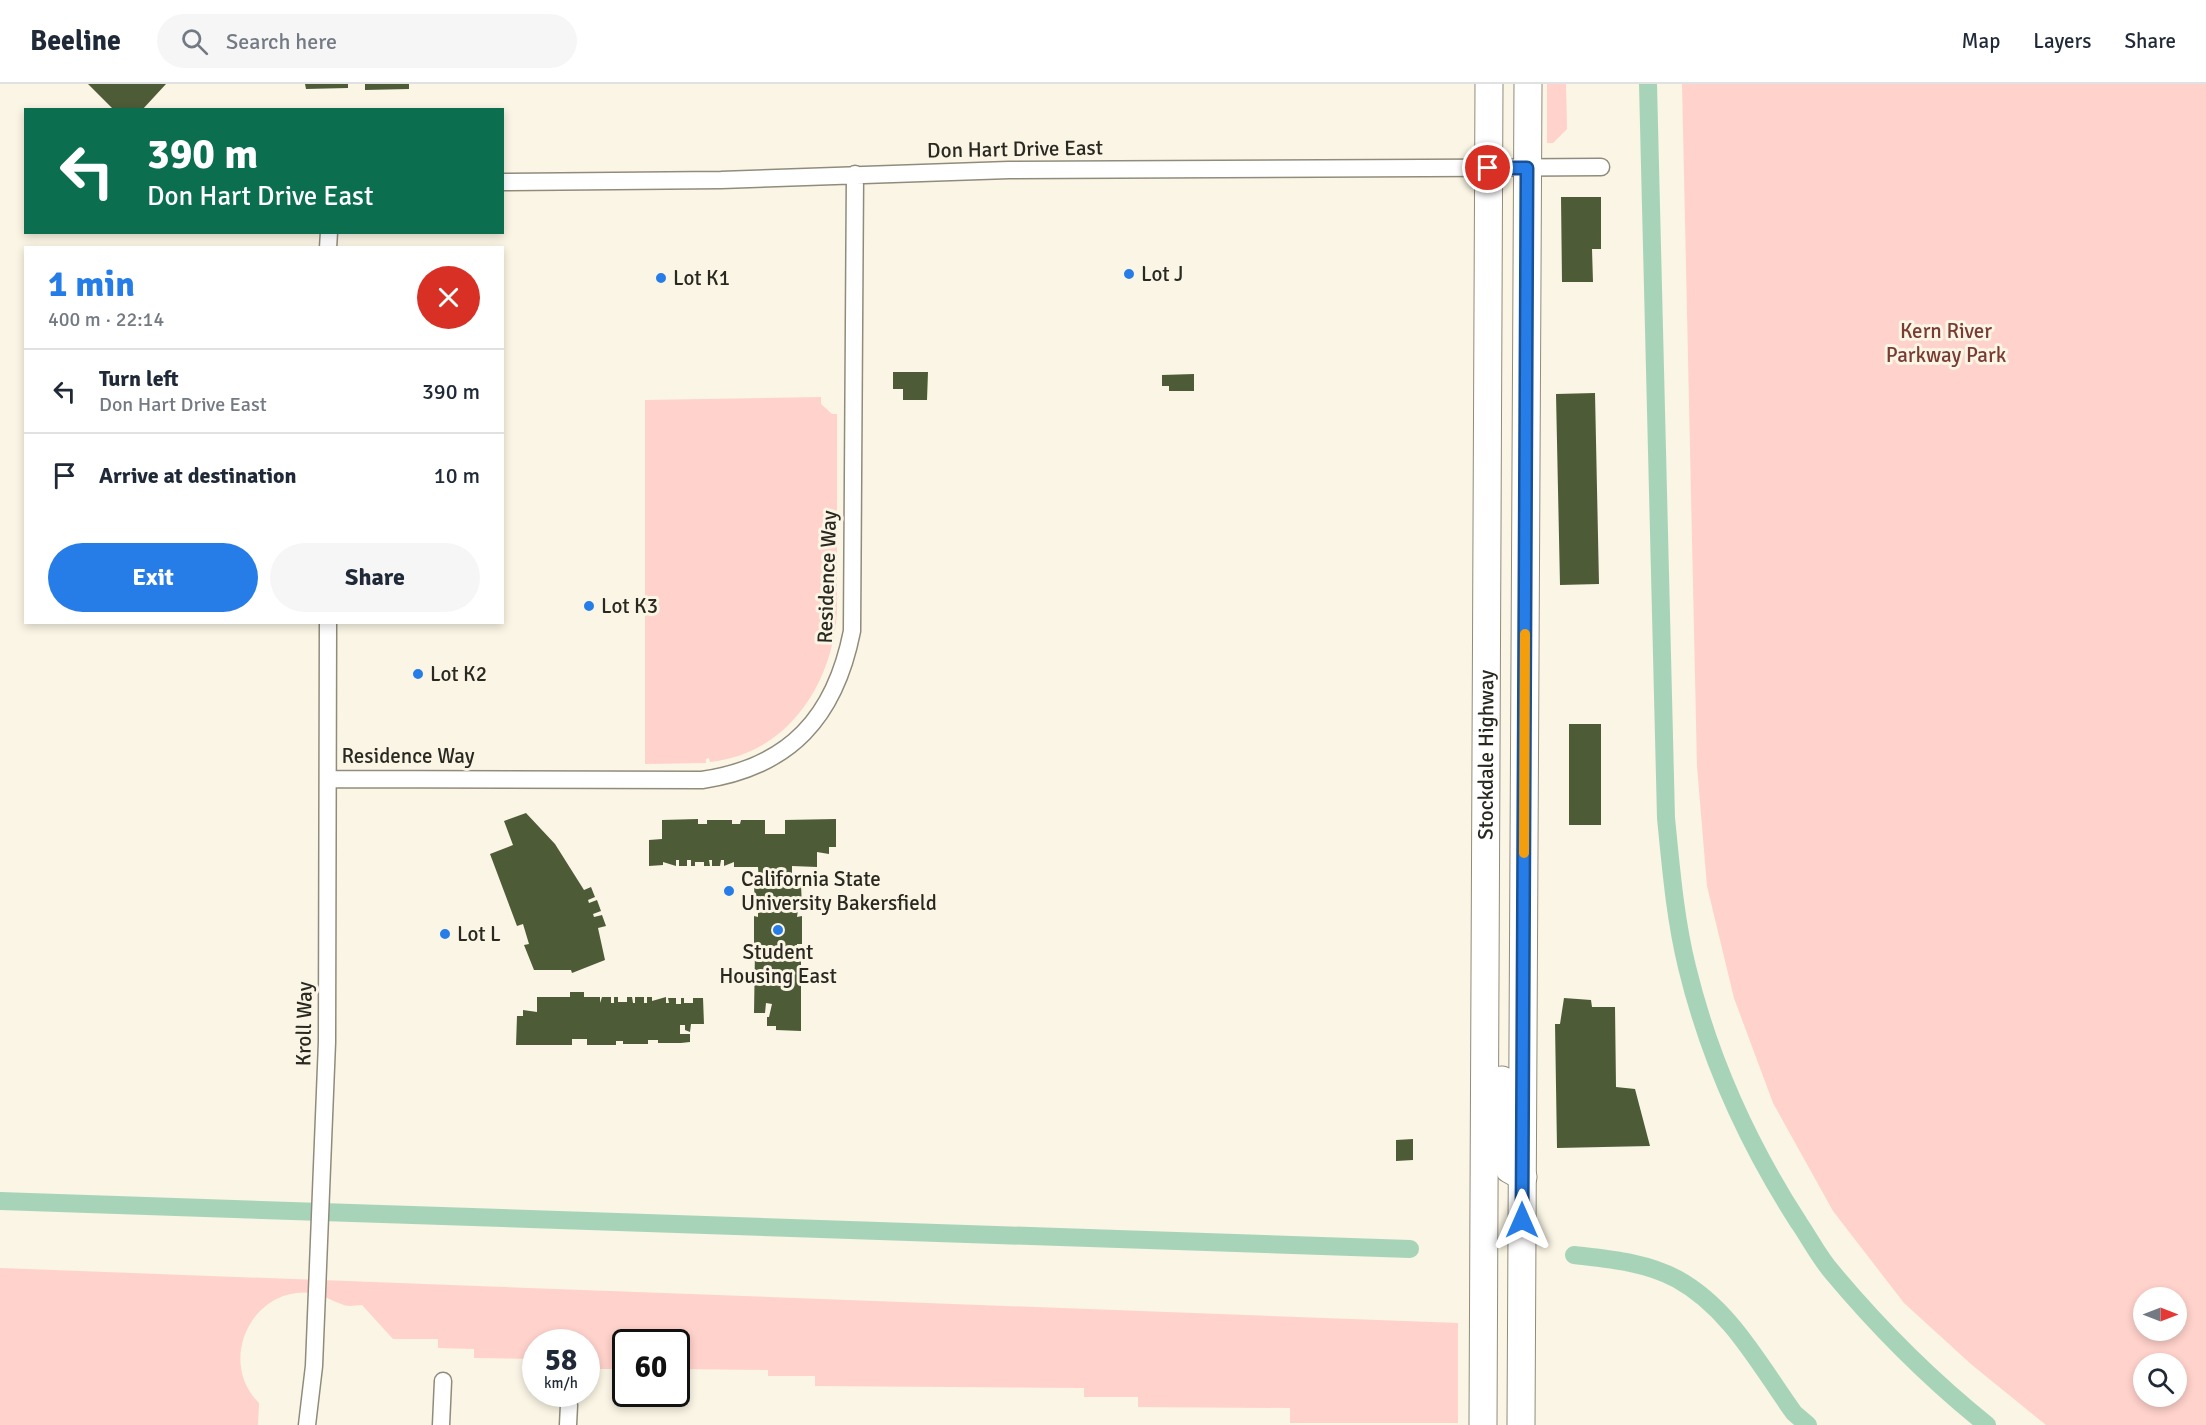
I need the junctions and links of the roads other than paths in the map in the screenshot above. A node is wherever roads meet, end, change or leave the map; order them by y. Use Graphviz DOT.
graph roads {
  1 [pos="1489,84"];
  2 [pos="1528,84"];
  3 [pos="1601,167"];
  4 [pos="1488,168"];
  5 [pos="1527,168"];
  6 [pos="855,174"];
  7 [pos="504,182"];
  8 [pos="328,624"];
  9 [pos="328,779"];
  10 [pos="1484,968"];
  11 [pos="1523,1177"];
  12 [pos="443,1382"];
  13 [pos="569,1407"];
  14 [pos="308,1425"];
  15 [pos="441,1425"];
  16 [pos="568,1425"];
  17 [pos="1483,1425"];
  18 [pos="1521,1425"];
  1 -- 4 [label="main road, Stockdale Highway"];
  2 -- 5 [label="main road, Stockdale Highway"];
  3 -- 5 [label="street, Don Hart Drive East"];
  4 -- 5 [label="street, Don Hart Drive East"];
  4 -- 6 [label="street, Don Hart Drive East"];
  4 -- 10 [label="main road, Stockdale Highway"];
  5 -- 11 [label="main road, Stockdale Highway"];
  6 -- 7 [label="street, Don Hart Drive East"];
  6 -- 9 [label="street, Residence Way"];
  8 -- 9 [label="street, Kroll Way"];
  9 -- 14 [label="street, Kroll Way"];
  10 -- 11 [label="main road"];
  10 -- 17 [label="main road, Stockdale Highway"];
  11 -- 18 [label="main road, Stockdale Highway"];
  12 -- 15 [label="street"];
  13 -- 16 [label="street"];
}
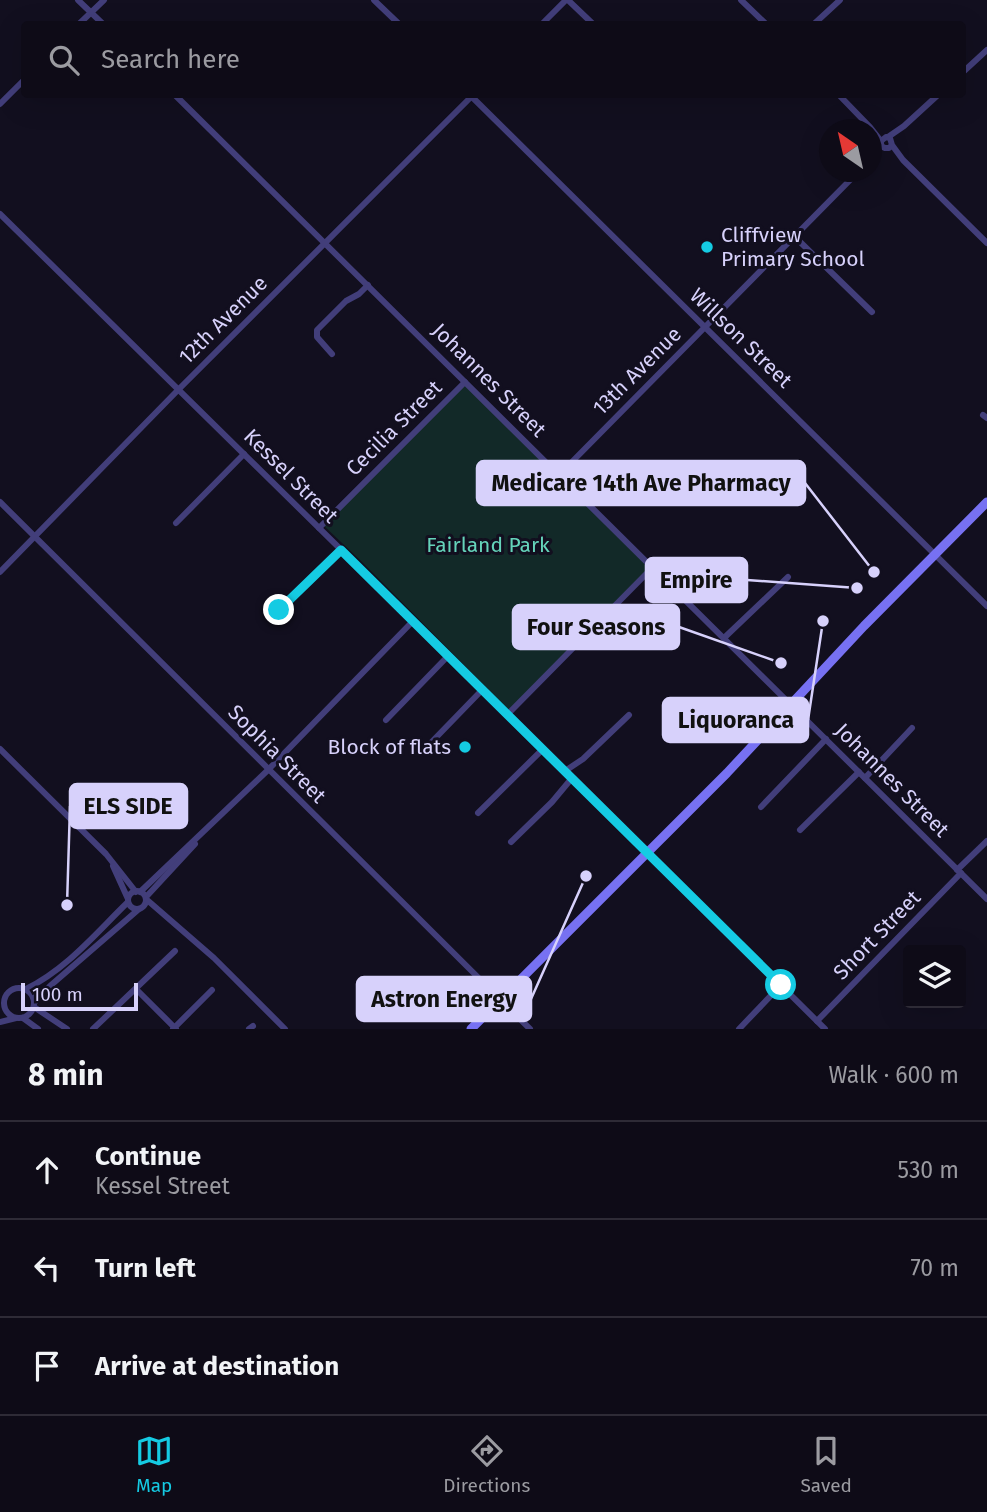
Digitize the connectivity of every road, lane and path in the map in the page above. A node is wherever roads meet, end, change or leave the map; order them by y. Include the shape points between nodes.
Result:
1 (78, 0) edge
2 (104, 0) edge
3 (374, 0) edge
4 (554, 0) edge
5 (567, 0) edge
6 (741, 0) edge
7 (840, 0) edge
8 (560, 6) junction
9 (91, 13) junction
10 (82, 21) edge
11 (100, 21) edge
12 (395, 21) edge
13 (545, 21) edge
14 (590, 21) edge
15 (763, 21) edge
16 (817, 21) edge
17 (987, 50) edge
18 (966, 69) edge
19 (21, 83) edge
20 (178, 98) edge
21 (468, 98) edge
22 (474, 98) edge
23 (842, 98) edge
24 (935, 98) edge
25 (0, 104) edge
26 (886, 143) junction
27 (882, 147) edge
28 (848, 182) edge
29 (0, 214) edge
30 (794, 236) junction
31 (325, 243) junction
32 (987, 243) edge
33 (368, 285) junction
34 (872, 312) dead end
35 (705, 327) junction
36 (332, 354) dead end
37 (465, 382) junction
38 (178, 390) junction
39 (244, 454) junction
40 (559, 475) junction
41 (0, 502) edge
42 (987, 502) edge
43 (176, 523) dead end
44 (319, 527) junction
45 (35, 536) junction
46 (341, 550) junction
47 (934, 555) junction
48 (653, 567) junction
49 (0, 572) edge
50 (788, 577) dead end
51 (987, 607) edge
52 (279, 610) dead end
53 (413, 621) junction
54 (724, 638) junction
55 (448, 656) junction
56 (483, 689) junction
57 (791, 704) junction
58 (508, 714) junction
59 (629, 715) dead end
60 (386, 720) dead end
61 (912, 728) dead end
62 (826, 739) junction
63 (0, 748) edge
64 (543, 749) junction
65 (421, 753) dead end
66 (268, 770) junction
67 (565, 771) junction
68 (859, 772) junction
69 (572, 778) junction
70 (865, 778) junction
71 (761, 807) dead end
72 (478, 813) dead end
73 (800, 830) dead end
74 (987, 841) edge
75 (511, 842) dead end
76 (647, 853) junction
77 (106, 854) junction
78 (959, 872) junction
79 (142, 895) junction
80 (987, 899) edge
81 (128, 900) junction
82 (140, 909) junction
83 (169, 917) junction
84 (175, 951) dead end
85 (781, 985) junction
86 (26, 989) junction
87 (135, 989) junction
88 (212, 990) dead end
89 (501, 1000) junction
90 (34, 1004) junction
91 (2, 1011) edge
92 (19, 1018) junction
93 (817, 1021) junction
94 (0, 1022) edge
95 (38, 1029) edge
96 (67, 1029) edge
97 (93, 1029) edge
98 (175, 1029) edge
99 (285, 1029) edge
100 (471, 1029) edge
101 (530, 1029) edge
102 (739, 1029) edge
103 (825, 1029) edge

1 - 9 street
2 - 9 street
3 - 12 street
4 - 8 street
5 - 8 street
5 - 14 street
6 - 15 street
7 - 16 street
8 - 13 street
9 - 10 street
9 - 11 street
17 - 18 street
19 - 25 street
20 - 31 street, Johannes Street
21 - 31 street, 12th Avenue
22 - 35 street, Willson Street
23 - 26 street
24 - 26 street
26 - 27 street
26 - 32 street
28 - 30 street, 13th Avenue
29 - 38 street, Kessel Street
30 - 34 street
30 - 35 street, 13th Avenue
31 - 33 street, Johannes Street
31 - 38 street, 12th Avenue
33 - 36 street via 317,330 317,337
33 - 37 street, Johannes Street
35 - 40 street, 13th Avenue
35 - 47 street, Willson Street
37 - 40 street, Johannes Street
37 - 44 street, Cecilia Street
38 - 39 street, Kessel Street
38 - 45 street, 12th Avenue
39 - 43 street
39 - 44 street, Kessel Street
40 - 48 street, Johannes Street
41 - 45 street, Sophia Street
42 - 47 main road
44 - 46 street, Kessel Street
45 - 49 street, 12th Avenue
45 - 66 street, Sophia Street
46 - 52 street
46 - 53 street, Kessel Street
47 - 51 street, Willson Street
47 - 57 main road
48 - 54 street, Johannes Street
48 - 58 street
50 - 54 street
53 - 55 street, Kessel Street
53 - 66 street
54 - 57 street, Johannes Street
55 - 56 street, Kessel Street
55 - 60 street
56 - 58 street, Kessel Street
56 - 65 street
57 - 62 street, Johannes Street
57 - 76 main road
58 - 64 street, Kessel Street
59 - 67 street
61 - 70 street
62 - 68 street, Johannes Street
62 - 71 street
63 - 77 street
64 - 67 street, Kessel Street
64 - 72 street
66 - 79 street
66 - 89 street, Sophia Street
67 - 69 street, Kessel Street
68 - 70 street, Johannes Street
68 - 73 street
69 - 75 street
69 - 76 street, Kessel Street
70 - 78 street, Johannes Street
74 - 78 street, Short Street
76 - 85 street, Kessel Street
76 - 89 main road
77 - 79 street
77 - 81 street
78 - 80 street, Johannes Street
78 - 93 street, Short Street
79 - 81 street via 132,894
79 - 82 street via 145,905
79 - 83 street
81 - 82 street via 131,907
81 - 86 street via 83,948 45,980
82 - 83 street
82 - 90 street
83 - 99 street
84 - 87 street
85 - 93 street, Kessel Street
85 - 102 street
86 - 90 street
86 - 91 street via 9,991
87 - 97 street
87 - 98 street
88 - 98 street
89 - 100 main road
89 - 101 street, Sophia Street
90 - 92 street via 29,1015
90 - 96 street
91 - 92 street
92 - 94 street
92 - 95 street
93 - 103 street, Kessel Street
——————————
-- Task prompt --
From the first line to the last, set down the records word for word and drop the images.

-- Task output --
I need the junctions and links of the roads other than paths in the map in the screenshot above. A node is wherever roads meet, end, change or leave the map; order them by y. Use Graphviz DOT.
graph roads {
  1 [pos="1489,84"];
  2 [pos="1528,84"];
  3 [pos="1601,167"];
  4 [pos="1488,168"];
  5 [pos="1527,168"];
  6 [pos="855,174"];
  7 [pos="504,182"];
  8 [pos="328,624"];
  9 [pos="328,779"];
  10 [pos="1484,968"];
  11 [pos="1523,1177"];
  12 [pos="443,1382"];
  13 [pos="569,1407"];
  14 [pos="308,1425"];
  15 [pos="441,1425"];
  16 [pos="568,1425"];
  17 [pos="1483,1425"];
  18 [pos="1521,1425"];
  1 -- 4 [label="main road, Stockdale Highway"];
  2 -- 5 [label="main road, Stockdale Highway"];
  3 -- 5 [label="street, Don Hart Drive East"];
  4 -- 5 [label="street, Don Hart Drive East"];
  4 -- 6 [label="street, Don Hart Drive East"];
  4 -- 10 [label="main road, Stockdale Highway"];
  5 -- 11 [label="main road, Stockdale Highway"];
  6 -- 7 [label="street, Don Hart Drive East"];
  6 -- 9 [label="street, Residence Way"];
  8 -- 9 [label="street, Kroll Way"];
  9 -- 14 [label="street, Kroll Way"];
  10 -- 11 [label="main road"];
  10 -- 17 [label="main road, Stockdale Highway"];
  11 -- 18 [label="main road, Stockdale Highway"];
  12 -- 15 [label="street"];
  13 -- 16 [label="street"];
}
Digitize the connectivity of every road, lane and path in the map in the page above. A node is wherever roads meet, end, change or leave the map; order them by y. Include the shape points between nodes.
Result:
1 (78, 0) edge
2 (104, 0) edge
3 (374, 0) edge
4 (554, 0) edge
5 (567, 0) edge
6 (741, 0) edge
7 (840, 0) edge
8 (560, 6) junction
9 (91, 13) junction
10 (82, 21) edge
11 (100, 21) edge
12 (395, 21) edge
13 (545, 21) edge
14 (590, 21) edge
15 (763, 21) edge
16 (817, 21) edge
17 (987, 50) edge
18 (966, 69) edge
19 (21, 83) edge
20 (178, 98) edge
21 (468, 98) edge
22 (474, 98) edge
23 (842, 98) edge
24 (935, 98) edge
25 (0, 104) edge
26 (886, 143) junction
27 (882, 147) edge
28 (848, 182) edge
29 (0, 214) edge
30 (794, 236) junction
31 (325, 243) junction
32 (987, 243) edge
33 (368, 285) junction
34 (872, 312) dead end
35 (705, 327) junction
36 (332, 354) dead end
37 (465, 382) junction
38 (178, 390) junction
39 (244, 454) junction
40 (559, 475) junction
41 (0, 502) edge
42 (987, 502) edge
43 (176, 523) dead end
44 (319, 527) junction
45 (35, 536) junction
46 (341, 550) junction
47 (934, 555) junction
48 (653, 567) junction
49 (0, 572) edge
50 (788, 577) dead end
51 (987, 607) edge
52 (279, 610) dead end
53 (413, 621) junction
54 (724, 638) junction
55 (448, 656) junction
56 (483, 689) junction
57 (791, 704) junction
58 (508, 714) junction
59 (629, 715) dead end
60 (386, 720) dead end
61 (912, 728) dead end
62 (826, 739) junction
63 (0, 748) edge
64 (543, 749) junction
65 (421, 753) dead end
66 (268, 770) junction
67 (565, 771) junction
68 (859, 772) junction
69 (572, 778) junction
70 (865, 778) junction
71 (761, 807) dead end
72 (478, 813) dead end
73 (800, 830) dead end
74 (987, 841) edge
75 (511, 842) dead end
76 (647, 853) junction
77 (106, 854) junction
78 (959, 872) junction
79 (142, 895) junction
80 (987, 899) edge
81 (128, 900) junction
82 (140, 909) junction
83 (169, 917) junction
84 (175, 951) dead end
85 (781, 985) junction
86 (26, 989) junction
87 (135, 989) junction
88 (212, 990) dead end
89 (501, 1000) junction
90 (34, 1004) junction
91 (2, 1011) edge
92 (19, 1018) junction
93 (817, 1021) junction
94 (0, 1022) edge
95 (38, 1029) edge
96 (67, 1029) edge
97 (93, 1029) edge
98 (175, 1029) edge
99 (285, 1029) edge
100 (471, 1029) edge
101 (530, 1029) edge
102 (739, 1029) edge
103 (825, 1029) edge

1 - 9 street
2 - 9 street
3 - 12 street
4 - 8 street
5 - 8 street
5 - 14 street
6 - 15 street
7 - 16 street
8 - 13 street
9 - 10 street
9 - 11 street
17 - 18 street
19 - 25 street
20 - 31 street, Johannes Street
21 - 31 street, 12th Avenue
22 - 35 street, Willson Street
23 - 26 street
24 - 26 street
26 - 27 street
26 - 32 street
28 - 30 street, 13th Avenue
29 - 38 street, Kessel Street
30 - 34 street
30 - 35 street, 13th Avenue
31 - 33 street, Johannes Street
31 - 38 street, 12th Avenue
33 - 36 street via 317,330 317,337
33 - 37 street, Johannes Street
35 - 40 street, 13th Avenue
35 - 47 street, Willson Street
37 - 40 street, Johannes Street
37 - 44 street, Cecilia Street
38 - 39 street, Kessel Street
38 - 45 street, 12th Avenue
39 - 43 street
39 - 44 street, Kessel Street
40 - 48 street, Johannes Street
41 - 45 street, Sophia Street
42 - 47 main road
44 - 46 street, Kessel Street
45 - 49 street, 12th Avenue
45 - 66 street, Sophia Street
46 - 52 street
46 - 53 street, Kessel Street
47 - 51 street, Willson Street
47 - 57 main road
48 - 54 street, Johannes Street
48 - 58 street
50 - 54 street
53 - 55 street, Kessel Street
53 - 66 street
54 - 57 street, Johannes Street
55 - 56 street, Kessel Street
55 - 60 street
56 - 58 street, Kessel Street
56 - 65 street
57 - 62 street, Johannes Street
57 - 76 main road
58 - 64 street, Kessel Street
59 - 67 street
61 - 70 street
62 - 68 street, Johannes Street
62 - 71 street
63 - 77 street
64 - 67 street, Kessel Street
64 - 72 street
66 - 79 street
66 - 89 street, Sophia Street
67 - 69 street, Kessel Street
68 - 70 street, Johannes Street
68 - 73 street
69 - 75 street
69 - 76 street, Kessel Street
70 - 78 street, Johannes Street
74 - 78 street, Short Street
76 - 85 street, Kessel Street
76 - 89 main road
77 - 79 street
77 - 81 street
78 - 80 street, Johannes Street
78 - 93 street, Short Street
79 - 81 street via 132,894
79 - 82 street via 145,905
79 - 83 street
81 - 82 street via 131,907
81 - 86 street via 83,948 45,980
82 - 83 street
82 - 90 street
83 - 99 street
84 - 87 street
85 - 93 street, Kessel Street
85 - 102 street
86 - 90 street
86 - 91 street via 9,991
87 - 97 street
87 - 98 street
88 - 98 street
89 - 100 main road
89 - 101 street, Sophia Street
90 - 92 street via 29,1015
90 - 96 street
91 - 92 street
92 - 94 street
92 - 95 street
93 - 103 street, Kessel Street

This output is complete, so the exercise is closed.